Membaca APBN 2006

Tentunya bukan tanpa alasan anggota-anggota parlemen kita yang terhormat mengagendakan pengesahan RAPBN 2006 menjadi UU APBN 2006 pada hari Jumat, 28 Oktober 2005.

Hari tersebut adalah hari efektif terakhir sebelum memasuki masa liburan panjang Lebaran. Rakyat selalu bereaksi keras terhadap pengesahan APBN yang tak pernah mencerminkan kehendak publik. Reaksi lebih keras diprediksi muncul lagi dalam merespons rencana pengesahan RAPBN 2006. Setelah dibebani dua kali kenaikan harga BBM di tahun 2005 (pada bulan April dan Oktober 2005), rakyat kembali harus menanggung beban lebih berat pada tahun 2006 dengan membengkaknya beban biaya birokrasi pejabat-pejabat negeri ini. Dalam RAPBN 2006 (yang telah disahkan menjadi APBN 2006) dianggarkan kenaikan tunjangan untuk anggota DPR serta peningkatan anggaran untuk Kantor Kepresidenan dan Kantor Wakil Presiden.

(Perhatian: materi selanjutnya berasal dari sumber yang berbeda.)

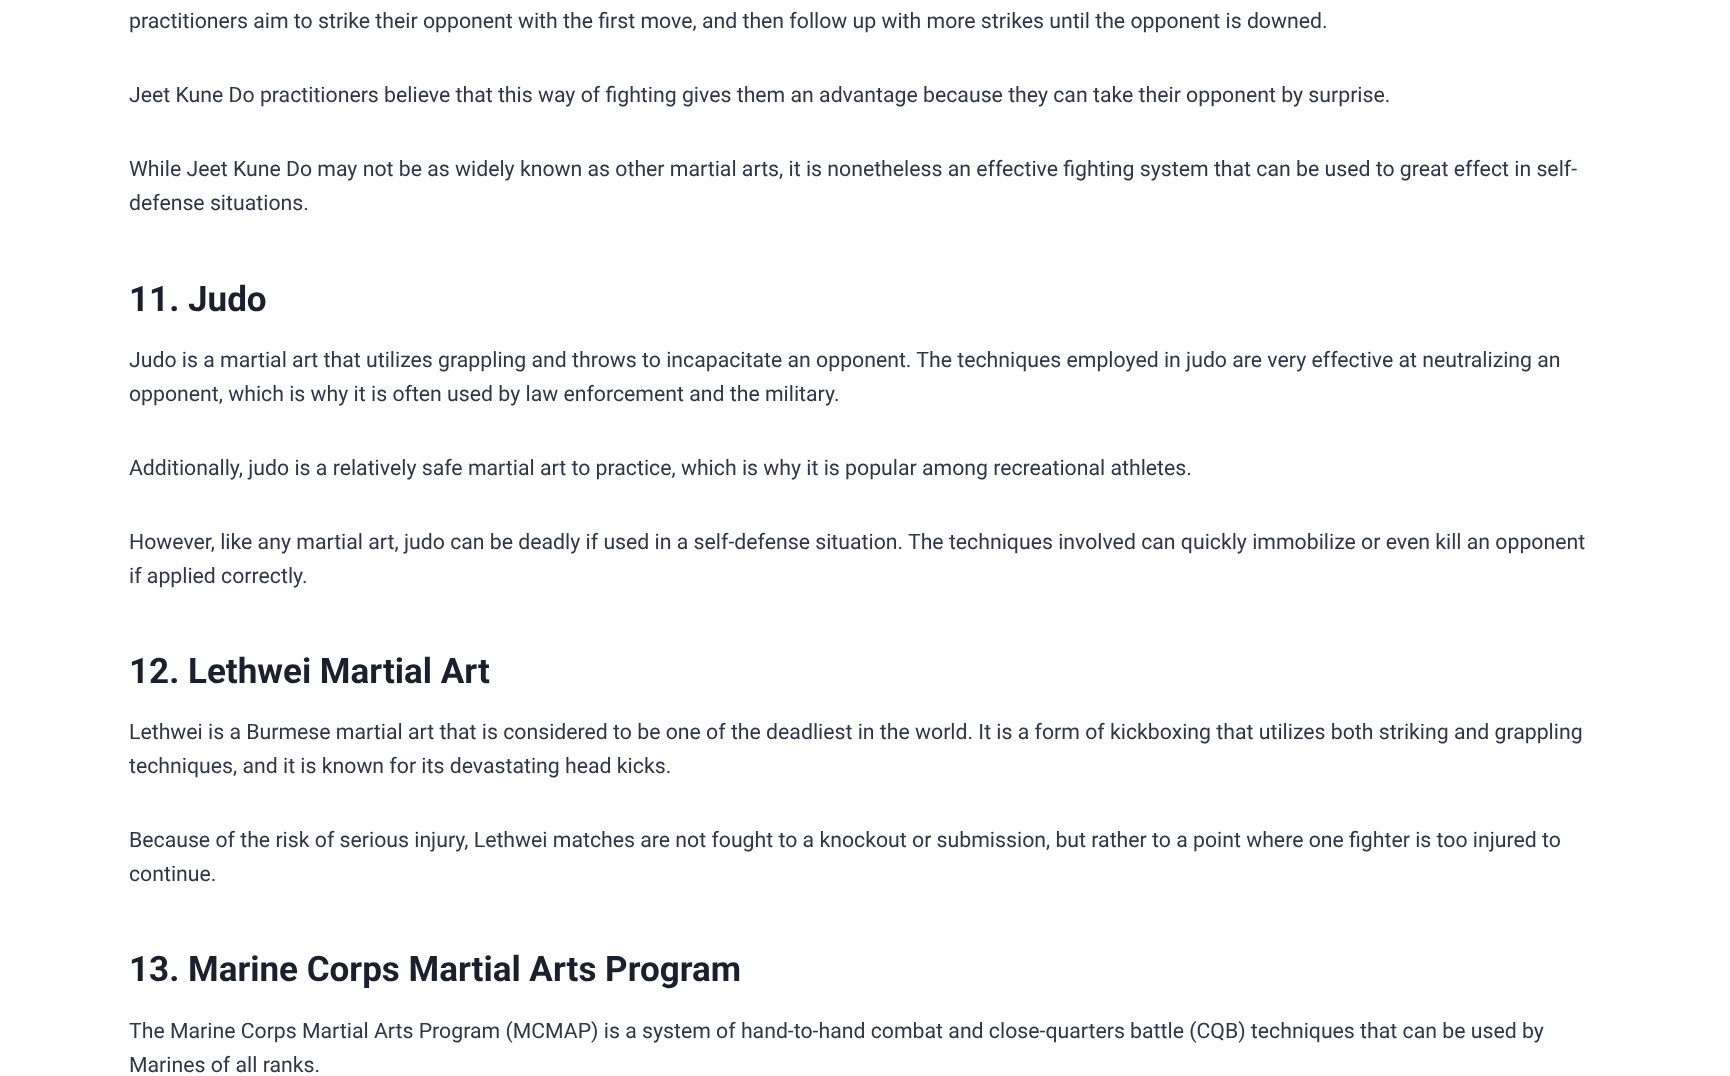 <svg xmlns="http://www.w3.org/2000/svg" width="1730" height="1076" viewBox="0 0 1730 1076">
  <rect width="100%" height="100%" fill="#ffffff"/>
  <text x="129" y="28" font-family="Roboto" font-size="21.25" fill="#2d3748">practitioners aim to strike their opponent with the first move, and then follow up with more strikes until the opponent is downed.</text>
  <text x="129" y="102" font-family="Roboto" font-size="21.25" fill="#2d3748">Jeet Kune Do practitioners believe that this way of fighting gives them an advantage because they can take their opponent by surprise.</text>
  <text x="129" y="176" font-family="Roboto" font-size="21.25" fill="#2d3748">While Jeet Kune Do may not be as widely known as other martial arts, it is nonetheless an effective fighting system that can be used to great effect in self-</text>
  <text x="129" y="210" font-family="Roboto" font-size="21.25" fill="#2d3748">defense situations.</text>
  <text x="129" y="311" font-family="Roboto" font-size="35" font-weight="bold" fill="#1a202c">11. Judo</text>
  <text x="129" y="367" font-family="Roboto" font-size="21.25" fill="#2d3748">Judo is a martial art that utilizes grappling and throws to incapacitate an opponent. The techniques employed in judo are very effective at neutralizing an</text>
  <text x="129" y="401" font-family="Roboto" font-size="21.25" fill="#2d3748">opponent, which is why it is often used by law enforcement and the military.</text>
  <text x="129" y="475" font-family="Roboto" font-size="21.25" fill="#2d3748">Additionally, judo is a relatively safe martial art to practice, which is why it is popular among recreational athletes.</text>
  <text x="129" y="549" font-family="Roboto" font-size="21.25" fill="#2d3748">However, like any martial art, judo can be deadly if used in a self-defense situation. The techniques involved can quickly immobilize or even kill an opponent</text>
  <text x="129" y="583" font-family="Roboto" font-size="21.25" fill="#2d3748">if applied correctly.</text>
  <text x="129" y="683" font-family="Roboto" font-size="35" font-weight="bold" fill="#1a202c">12. Lethwei Martial Art</text>
  <text x="129" y="739" font-family="Roboto" font-size="21.25" fill="#2d3748">Lethwei is a Burmese martial art that is considered to be one of the deadliest in the world. It is a form of kickboxing that utilizes both striking and grappling</text>
  <text x="129" y="773" font-family="Roboto" font-size="21.25" fill="#2d3748">techniques, and it is known for its devastating head kicks.</text>
  <text x="129" y="847" font-family="Roboto" font-size="21.25" fill="#2d3748">Because of the risk of serious injury, Lethwei matches are not fought to a knockout or submission, but rather to a point where one fighter is too injured to</text>
  <text x="129" y="881" font-family="Roboto" font-size="21.25" fill="#2d3748">continue.</text>
  <text x="129" y="981" font-family="Roboto" font-size="35" font-weight="bold" fill="#1a202c">13. Marine Corps Martial Arts Program</text>
  <text x="129" y="1038" font-family="Roboto" font-size="21.25" fill="#2d3748">The Marine Corps Martial Arts Program (MCMAP) is a system of hand-to-hand combat and close-quarters battle (CQB) techniques that can be used by</text>
  <text x="129" y="1072" font-family="Roboto" font-size="21.25" fill="#2d3748">Marines of all ranks.</text>
</svg>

Untuk itu, dipilihnya tanggal 28 Oktober 2005 adalah demi memperpendek reaksi rakyat yang sebenarnya sudah terakumulasi marahnya dan mengalihkannya dengan kesibukan mudik Lebaran yang memang menyita perhatian seluruh rakyat Indonesia. Tulisan ini kembali ingin mengingatkan bahwa APBN 2006 yang disetujui secara faith accompli ini masih mengandung banyak kejanggalan yang terus harus dipertanyakan.

Seperti tahun-tahun sebelumnya, format APBN 2006 masih belum memperlihatkan perubahan yang signifikan sebagai state budget yang pro-poor yang seharusnya mengalokasikan secara proporsional anggaran untuk kebijakan penanggulangan kemiskinan lewat penciptaan lapangan kerja dan peningkatan kualitas pembangunan manusia. Walau berulang kali Pemerintah RI menegaskan komitmen penanggulangan kemiskinan sesuai dengan Tujuan Pembangunan Millennium (Millennium Development Goals), APBN 2006 tidak memberi perhatian prioritas terhadap pemenuhan kebutuhan rakyat miskin. APBN 2006 sama sekali tidak memberikan komitmen berapa persen penduduk miskin dan pengangguran yang akan dikurangi dan berapa besar anggarannya. Padahal, dengan mencantumkan indikator pengurangan kemiskinan, sangat penting untuk menilai keberhasilan pelaksanaan anggaran.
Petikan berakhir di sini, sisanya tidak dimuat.